ROCm · valarLip · May 14, 2026 · May 14, 2026 · May 14, 2026
diff --git a/atom/model_engine/block_manager.py b/atom/model_engine/block_manager.py
@@ -118,6 +118,15 @@ def can_allocate(self, seq: Sequence) -> bool:
             block_id = self.hash_to_block_id.get(h, -1)
             if block_id == -1 or self.blocks[block_id].token_ids != token_ids:
                 cache_miss = True
+            # If the entire prompt would be cached, force the last full block
+            # to recompute so prefill has at least one token to forward and
+            # produce logits for the next-token sampler.
+            if (
+                not cache_miss
+                and i == seq.num_blocks - 1
+                and len(token_ids) == self.block_size
+            ):
+                cache_miss = True
             if cache_miss:
                 needed_free += 1
         return (
@@ -142,6 +151,16 @@ def allocate(self, seq: Sequence):
             )
             if block_id == -1 or self.blocks[block_id].token_ids != token_ids:
                 cache_miss = True
+            # If the entire prompt would be cached, force the last full block
+            # to recompute so prefill has at least one token to forward and
+            # produce logits for the next-token sampler. Must mirror the same
+            # condition in can_allocate() so the block budget agrees.
+            if (
+                not cache_miss
+                and i == seq.num_blocks - 1
+                and len(token_ids) == self.block_size
+            ):
+                cache_miss = True
             if cache_miss:
                 block_id = self._pop_free_block()
                 block = self._allocate_block(block_id)

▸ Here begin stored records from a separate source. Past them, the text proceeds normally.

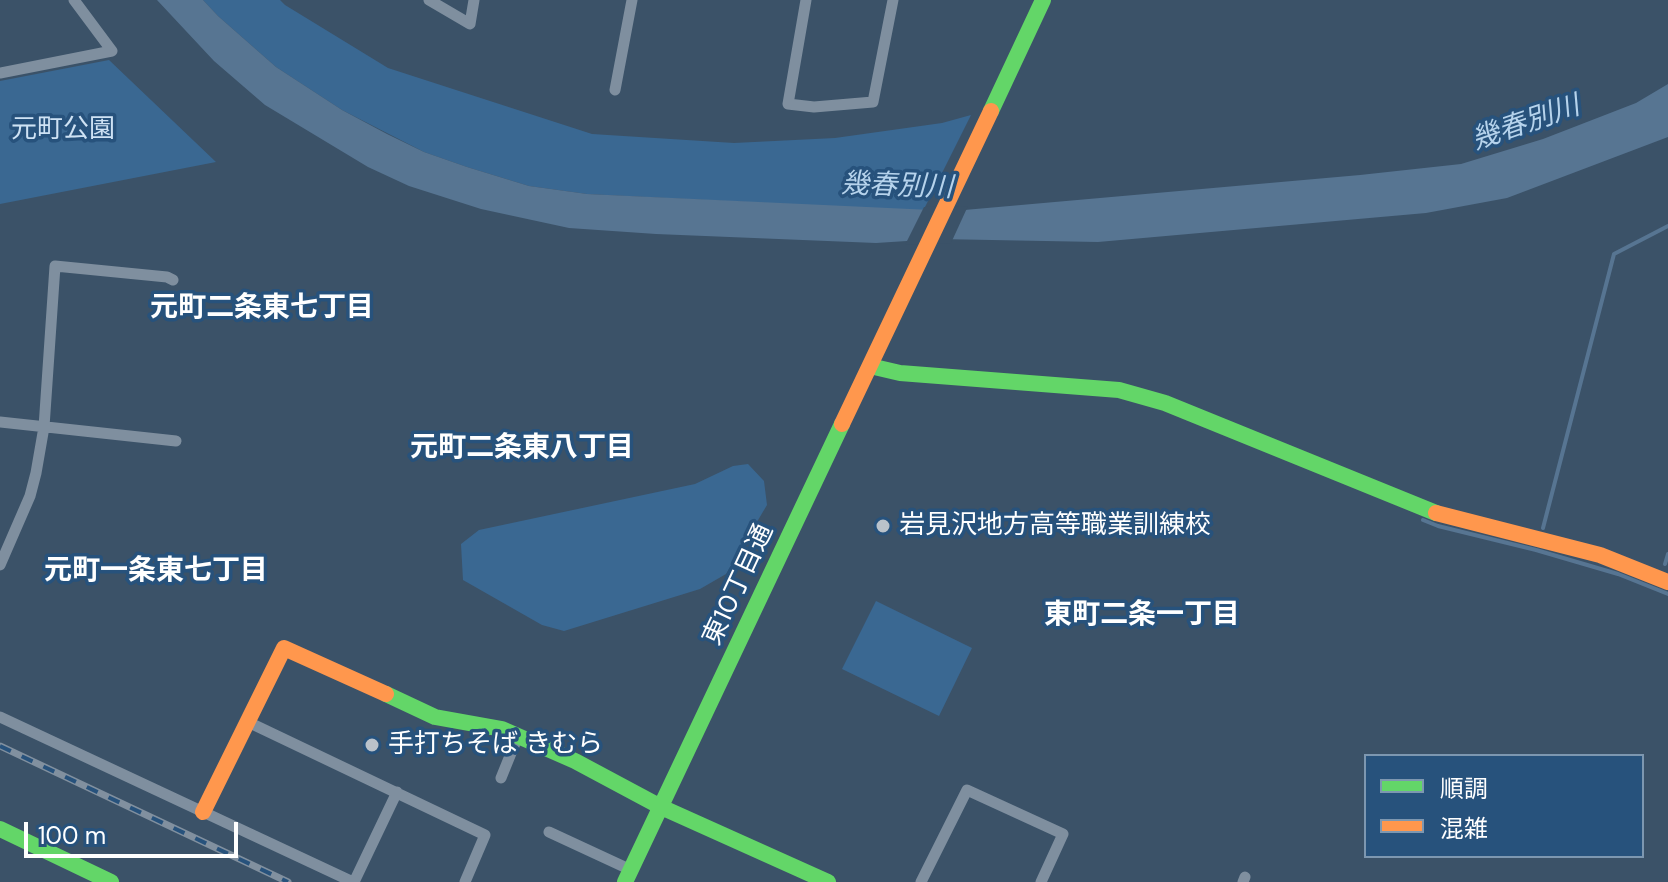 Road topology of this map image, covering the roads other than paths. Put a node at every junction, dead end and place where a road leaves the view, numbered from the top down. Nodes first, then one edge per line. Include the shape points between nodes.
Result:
1 (74, 0) edge
2 (429, 0) edge
3 (474, 0) edge
4 (632, 0) edge
5 (806, 0) edge
6 (893, 0) edge
7 (1043, 0) edge
8 (0, 73) edge
9 (615, 90) dead end
10 (173, 280) dead end
11 (870, 366) junction
12 (0, 422) edge
13 (44, 427) junction
14 (176, 441) dead end
15 (0, 565) edge
16 (1668, 582) edge
17 (0, 717) edge
18 (248, 722) junction
19 (518, 736) junction
20 (501, 778) dead end
21 (397, 792) junction
22 (661, 807) junction
23 (203, 812) junction
24 (0, 829) edge
25 (549, 832) dead end
26 (628, 876) edge
27 (111, 882) edge
28 (353, 882) edge
29 (465, 882) edge
30 (828, 882) edge
31 (921, 882) edge
32 (1041, 882) edge

1 - 8 street via 112,51
2 - 3 street via 470,24
4 - 9 street
5 - 6 street via 788,104 814,107 873,102
7 - 11 street, 東10丁目通
10 - 13 street via 55,266
11 - 16 street via 900,373 1119,390 1165,403 1432,512 1600,555
11 - 22 street, 東10丁目通
12 - 13 street
13 - 14 street
13 - 15 street via 30,496
17 - 23 street
18 - 19 street via 284,648 435,717
18 - 21 street
18 - 23 street
19 - 20 street
19 - 22 street
21 - 28 street
21 - 29 street via 485,835
22 - 26 street, 東10丁目通
22 - 30 street
23 - 28 street
24 - 27 street
25 - 26 street
31 - 32 street via 967,790 1063,834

diff --git a/atom/model_ops/attention_mla.py b/atom/model_ops/attention_mla.py
@@ -698,10 +698,6 @@ def forward_impl_server_mode(
         kv_cache = kv_cache_data[f"layer_{self.layer_num}"].k_cache
 
         if context.is_prefill and not use_prefill_mla:
-            use_prefix_cache = (
-                attn_metadata.has_cached and self.kv_b_proj.weight.dtype != dtypes.fp4x2
-            )
-
             prefill_q = self.q_proj(q, x_scale=q_scale).view(
                 -1, self.num_heads, self.qk_head_dim
             )
@@ -718,7 +714,7 @@ def forward_impl_server_mode(
                     scale=self._k_scale,
                 )
 
-            if use_prefix_cache:
+            if attn_metadata.has_cached:
                 # k_full/v_full are used for attention compute; gather_kv_b_proj reads
                 # fp8 from cache and dequantizes internally, so output must be model dtype
                 k_full = torch.empty(

diff --git a/tests/test_block_manager.py b/tests/test_block_manager.py
@@ -301,10 +301,11 @@ def test_preempt_and_reschedule_reuses_cache(self, seq_factory):
         assert s1.num_cached_tokens == 0
         assert s1.block_table == []
 
-        # Re-allocate — should get cache hits on both blocks
+        # Re-allocate — first block is a cache hit; the last full block is
+        # force-recomputed so prefill has at least one token to forward.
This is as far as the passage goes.